(Collected data)
★ ★ ★
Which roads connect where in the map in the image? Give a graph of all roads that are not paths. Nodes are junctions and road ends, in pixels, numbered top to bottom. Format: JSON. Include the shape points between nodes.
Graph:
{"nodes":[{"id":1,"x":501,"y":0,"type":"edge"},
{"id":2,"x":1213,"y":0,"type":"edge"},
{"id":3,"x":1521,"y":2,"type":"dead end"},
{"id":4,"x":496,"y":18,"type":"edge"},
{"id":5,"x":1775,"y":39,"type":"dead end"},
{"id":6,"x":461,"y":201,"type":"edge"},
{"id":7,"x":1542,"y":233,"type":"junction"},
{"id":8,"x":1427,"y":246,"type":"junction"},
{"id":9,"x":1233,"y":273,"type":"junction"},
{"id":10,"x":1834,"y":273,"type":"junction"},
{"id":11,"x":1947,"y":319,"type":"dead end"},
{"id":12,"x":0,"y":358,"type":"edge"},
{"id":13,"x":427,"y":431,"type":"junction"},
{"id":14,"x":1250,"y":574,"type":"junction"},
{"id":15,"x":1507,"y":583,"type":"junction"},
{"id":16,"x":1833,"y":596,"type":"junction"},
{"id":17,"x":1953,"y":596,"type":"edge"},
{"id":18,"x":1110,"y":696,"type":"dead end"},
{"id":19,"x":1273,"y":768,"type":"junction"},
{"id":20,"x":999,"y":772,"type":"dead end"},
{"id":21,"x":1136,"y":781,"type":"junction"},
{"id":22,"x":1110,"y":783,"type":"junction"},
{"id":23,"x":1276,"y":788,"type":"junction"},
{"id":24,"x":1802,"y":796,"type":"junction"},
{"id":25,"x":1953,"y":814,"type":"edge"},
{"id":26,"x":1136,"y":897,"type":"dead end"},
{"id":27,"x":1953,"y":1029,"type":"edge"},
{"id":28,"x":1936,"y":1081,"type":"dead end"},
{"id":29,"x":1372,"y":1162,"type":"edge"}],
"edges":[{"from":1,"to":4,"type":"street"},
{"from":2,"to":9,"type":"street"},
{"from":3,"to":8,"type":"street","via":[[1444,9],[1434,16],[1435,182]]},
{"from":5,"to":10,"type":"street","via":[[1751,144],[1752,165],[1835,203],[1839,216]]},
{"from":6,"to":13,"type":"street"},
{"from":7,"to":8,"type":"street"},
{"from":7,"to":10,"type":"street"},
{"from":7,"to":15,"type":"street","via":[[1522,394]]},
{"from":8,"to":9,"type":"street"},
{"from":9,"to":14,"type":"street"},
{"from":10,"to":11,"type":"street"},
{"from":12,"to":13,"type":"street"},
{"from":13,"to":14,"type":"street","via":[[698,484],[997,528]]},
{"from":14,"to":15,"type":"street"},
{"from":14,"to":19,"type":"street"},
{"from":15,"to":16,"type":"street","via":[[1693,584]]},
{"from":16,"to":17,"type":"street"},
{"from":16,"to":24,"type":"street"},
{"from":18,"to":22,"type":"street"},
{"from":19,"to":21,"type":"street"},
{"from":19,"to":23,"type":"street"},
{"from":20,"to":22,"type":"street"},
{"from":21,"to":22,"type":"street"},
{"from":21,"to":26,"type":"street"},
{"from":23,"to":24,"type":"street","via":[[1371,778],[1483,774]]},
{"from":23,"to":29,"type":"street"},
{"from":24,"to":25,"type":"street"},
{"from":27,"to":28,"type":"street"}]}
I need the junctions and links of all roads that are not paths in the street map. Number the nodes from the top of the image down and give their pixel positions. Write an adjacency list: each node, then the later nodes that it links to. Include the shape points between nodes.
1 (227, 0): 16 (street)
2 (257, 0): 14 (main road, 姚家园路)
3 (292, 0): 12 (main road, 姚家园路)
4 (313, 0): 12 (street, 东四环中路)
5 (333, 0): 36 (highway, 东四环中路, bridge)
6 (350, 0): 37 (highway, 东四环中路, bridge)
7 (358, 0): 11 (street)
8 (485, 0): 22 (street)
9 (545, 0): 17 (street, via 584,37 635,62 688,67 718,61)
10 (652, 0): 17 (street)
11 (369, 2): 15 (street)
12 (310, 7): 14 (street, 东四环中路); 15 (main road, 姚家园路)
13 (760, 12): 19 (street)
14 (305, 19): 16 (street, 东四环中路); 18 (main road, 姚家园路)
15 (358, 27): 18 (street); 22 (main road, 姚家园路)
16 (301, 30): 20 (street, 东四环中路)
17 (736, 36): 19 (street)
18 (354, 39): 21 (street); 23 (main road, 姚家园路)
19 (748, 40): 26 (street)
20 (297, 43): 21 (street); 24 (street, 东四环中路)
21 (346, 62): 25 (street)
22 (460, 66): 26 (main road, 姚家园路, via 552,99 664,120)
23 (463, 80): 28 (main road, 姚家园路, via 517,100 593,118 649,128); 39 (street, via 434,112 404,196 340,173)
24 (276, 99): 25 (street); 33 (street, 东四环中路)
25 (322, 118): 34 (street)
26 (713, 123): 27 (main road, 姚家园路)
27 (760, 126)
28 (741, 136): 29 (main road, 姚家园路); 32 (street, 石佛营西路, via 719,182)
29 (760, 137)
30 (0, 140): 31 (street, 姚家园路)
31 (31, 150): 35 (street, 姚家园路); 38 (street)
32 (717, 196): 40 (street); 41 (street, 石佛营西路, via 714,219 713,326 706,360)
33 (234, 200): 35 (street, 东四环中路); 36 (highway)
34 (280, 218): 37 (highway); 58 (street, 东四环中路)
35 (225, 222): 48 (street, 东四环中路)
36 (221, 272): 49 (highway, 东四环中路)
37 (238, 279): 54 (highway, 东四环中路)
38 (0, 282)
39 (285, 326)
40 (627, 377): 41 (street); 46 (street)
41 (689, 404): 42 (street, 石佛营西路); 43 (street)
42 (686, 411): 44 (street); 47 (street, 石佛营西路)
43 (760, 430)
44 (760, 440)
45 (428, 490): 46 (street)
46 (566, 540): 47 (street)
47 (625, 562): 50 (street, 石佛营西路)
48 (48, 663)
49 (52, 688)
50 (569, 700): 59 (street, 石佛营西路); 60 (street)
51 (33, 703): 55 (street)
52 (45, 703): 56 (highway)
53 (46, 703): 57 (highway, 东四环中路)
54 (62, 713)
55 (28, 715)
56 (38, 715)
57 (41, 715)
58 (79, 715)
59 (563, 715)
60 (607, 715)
★ ★ ★
Exercise goal:
All lines of the entries containing the string "paths" must be shown in full.

Task solution:
Which roads connect where in the map in the image? Give a graph of all roads that are not paths. Nodes are junctions and road ends, in pixels, numbered top to bottom. Format: JSON. Include the shape points between nodes.
I need the junctions and links of all roads that are not paths in the street map. Number the nodes from the top of the image down and give their pixel positions. Write an adjacency list: each node, then the later nodes that it links to. Include the shape points between nodes.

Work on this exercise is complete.